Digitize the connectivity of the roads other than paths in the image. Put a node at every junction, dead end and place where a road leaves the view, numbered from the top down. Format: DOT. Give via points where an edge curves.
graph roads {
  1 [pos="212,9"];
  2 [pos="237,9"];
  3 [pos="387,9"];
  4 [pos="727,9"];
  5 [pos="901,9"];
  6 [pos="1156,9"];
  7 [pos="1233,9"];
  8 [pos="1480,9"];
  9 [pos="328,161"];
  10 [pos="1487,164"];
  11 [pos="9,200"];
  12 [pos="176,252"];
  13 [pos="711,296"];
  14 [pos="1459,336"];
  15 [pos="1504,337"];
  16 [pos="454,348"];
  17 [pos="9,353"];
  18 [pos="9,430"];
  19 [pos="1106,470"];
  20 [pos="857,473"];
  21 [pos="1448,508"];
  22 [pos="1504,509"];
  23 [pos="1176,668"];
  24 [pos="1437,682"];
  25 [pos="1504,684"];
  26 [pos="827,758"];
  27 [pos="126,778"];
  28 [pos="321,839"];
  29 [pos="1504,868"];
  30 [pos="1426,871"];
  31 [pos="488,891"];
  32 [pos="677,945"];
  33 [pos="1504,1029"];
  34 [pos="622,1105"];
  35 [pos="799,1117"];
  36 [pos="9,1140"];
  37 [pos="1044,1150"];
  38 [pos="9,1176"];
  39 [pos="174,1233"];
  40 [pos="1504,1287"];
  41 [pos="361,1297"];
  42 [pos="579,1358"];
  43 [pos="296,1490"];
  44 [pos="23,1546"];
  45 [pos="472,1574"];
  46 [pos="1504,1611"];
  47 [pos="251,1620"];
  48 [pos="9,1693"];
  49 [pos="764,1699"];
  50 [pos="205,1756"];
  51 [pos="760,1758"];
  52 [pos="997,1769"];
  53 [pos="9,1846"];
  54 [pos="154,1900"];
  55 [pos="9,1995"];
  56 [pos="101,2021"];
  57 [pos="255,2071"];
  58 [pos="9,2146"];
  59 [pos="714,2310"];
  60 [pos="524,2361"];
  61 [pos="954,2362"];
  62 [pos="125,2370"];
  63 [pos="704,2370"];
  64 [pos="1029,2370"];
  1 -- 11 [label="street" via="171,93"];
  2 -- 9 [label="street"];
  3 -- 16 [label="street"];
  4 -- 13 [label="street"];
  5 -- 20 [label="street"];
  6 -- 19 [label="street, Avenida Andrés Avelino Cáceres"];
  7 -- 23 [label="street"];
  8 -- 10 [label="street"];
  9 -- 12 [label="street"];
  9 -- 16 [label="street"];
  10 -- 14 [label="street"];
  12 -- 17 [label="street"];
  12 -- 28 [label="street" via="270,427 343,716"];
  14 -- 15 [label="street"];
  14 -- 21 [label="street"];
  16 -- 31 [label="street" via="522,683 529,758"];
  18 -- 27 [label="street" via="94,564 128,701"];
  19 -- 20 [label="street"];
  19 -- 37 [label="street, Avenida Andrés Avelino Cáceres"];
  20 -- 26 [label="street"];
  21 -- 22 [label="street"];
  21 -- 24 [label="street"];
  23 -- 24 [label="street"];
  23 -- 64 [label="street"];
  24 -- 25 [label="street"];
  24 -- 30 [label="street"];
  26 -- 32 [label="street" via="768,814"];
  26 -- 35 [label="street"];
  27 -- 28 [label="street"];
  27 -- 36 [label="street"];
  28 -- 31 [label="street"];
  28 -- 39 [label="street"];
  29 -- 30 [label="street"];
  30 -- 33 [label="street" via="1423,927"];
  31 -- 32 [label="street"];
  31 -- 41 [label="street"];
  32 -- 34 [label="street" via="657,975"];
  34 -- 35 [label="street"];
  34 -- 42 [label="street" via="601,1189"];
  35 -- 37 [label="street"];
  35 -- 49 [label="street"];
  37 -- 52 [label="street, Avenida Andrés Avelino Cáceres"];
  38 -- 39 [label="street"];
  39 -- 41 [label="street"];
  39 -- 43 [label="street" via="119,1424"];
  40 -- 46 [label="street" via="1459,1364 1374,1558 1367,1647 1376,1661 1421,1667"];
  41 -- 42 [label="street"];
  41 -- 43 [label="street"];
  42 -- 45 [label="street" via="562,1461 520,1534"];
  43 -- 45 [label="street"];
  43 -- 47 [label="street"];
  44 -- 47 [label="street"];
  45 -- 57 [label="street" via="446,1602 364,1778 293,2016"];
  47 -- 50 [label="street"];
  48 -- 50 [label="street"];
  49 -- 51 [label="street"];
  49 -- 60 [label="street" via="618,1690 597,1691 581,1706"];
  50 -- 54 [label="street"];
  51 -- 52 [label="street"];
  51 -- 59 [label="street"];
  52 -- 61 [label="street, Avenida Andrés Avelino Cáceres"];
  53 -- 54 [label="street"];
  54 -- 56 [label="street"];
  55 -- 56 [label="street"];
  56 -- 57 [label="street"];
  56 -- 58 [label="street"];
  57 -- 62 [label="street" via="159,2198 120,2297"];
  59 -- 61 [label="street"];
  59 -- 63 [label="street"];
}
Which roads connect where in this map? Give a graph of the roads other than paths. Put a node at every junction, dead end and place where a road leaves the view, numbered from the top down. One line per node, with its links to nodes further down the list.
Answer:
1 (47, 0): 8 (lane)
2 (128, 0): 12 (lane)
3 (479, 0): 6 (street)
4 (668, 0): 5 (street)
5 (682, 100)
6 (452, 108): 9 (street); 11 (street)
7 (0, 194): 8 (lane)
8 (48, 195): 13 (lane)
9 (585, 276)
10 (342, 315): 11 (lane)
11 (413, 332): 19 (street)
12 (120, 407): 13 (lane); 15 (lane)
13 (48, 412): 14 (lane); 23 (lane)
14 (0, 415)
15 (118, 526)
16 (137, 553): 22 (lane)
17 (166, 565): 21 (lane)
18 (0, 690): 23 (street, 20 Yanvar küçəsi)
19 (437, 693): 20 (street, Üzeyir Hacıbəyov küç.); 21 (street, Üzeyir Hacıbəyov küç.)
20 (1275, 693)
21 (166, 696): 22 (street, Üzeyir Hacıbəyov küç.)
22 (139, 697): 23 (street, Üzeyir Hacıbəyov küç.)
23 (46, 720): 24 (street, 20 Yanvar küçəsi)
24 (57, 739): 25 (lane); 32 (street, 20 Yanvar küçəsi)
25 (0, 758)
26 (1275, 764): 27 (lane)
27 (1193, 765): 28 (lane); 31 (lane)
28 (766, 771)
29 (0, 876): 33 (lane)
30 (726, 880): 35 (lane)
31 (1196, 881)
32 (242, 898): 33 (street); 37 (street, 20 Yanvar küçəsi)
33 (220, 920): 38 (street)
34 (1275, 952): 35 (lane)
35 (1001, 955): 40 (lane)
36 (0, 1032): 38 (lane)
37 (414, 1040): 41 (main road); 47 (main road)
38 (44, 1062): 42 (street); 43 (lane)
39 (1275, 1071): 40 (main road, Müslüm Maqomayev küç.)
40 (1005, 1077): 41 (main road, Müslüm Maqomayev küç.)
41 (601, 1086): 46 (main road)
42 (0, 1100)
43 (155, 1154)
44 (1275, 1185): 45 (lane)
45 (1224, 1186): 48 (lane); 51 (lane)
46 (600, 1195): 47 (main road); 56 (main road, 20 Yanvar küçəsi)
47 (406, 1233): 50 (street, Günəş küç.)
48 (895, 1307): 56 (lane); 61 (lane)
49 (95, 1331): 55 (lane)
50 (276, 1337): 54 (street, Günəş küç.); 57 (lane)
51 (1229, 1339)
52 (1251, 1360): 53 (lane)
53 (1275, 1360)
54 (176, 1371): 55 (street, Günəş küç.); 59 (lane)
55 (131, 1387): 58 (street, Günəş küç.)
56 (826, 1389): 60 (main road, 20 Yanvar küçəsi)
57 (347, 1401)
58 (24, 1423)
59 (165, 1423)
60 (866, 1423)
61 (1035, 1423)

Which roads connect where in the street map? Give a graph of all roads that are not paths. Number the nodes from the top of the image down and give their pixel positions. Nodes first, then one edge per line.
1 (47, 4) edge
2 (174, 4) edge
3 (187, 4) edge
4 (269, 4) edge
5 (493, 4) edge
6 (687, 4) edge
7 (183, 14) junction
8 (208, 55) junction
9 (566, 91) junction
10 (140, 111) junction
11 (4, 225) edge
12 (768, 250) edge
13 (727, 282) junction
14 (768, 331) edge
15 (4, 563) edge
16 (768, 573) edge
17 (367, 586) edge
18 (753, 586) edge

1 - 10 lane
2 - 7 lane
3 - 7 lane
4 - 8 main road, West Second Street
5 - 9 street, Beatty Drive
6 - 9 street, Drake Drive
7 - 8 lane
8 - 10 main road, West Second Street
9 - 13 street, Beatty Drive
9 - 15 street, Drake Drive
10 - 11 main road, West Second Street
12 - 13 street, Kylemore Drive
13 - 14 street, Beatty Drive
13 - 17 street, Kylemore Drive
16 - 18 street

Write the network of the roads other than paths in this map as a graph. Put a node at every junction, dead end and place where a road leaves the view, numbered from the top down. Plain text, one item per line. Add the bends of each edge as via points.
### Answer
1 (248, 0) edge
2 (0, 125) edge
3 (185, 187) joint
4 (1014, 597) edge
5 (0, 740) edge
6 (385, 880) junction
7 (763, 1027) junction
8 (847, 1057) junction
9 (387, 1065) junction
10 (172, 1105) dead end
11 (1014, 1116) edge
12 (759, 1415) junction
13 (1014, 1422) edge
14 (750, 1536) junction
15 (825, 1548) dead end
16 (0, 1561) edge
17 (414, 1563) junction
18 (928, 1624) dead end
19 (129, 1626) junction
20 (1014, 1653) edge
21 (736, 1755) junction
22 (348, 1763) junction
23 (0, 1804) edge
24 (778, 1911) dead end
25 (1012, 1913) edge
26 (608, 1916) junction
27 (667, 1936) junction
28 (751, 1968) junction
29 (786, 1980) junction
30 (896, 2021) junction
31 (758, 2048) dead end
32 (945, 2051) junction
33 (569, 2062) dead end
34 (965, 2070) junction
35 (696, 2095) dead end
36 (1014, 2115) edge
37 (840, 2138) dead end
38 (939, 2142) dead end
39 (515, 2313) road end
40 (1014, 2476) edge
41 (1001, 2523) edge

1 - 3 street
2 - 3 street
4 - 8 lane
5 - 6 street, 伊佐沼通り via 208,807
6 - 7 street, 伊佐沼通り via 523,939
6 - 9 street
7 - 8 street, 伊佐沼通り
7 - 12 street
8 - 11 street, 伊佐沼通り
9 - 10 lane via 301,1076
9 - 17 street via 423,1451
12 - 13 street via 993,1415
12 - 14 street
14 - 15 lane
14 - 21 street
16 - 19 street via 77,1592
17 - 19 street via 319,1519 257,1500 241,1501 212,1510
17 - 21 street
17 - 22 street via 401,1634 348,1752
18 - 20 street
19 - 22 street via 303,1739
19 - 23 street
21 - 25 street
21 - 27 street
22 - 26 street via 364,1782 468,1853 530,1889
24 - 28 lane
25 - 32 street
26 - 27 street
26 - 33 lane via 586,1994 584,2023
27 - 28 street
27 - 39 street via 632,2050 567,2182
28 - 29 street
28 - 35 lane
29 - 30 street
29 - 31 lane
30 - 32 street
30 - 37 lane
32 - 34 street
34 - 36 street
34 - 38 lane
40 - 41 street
┄┄┄┄┄┄┄┄┄┄
ABOUT THIS TASK :: When the word "Second" occurs in a line above, list that line.

EXPECTED ANSWER ::
4 - 8 main road, West Second Street
8 - 10 main road, West Second Street
10 - 11 main road, West Second Street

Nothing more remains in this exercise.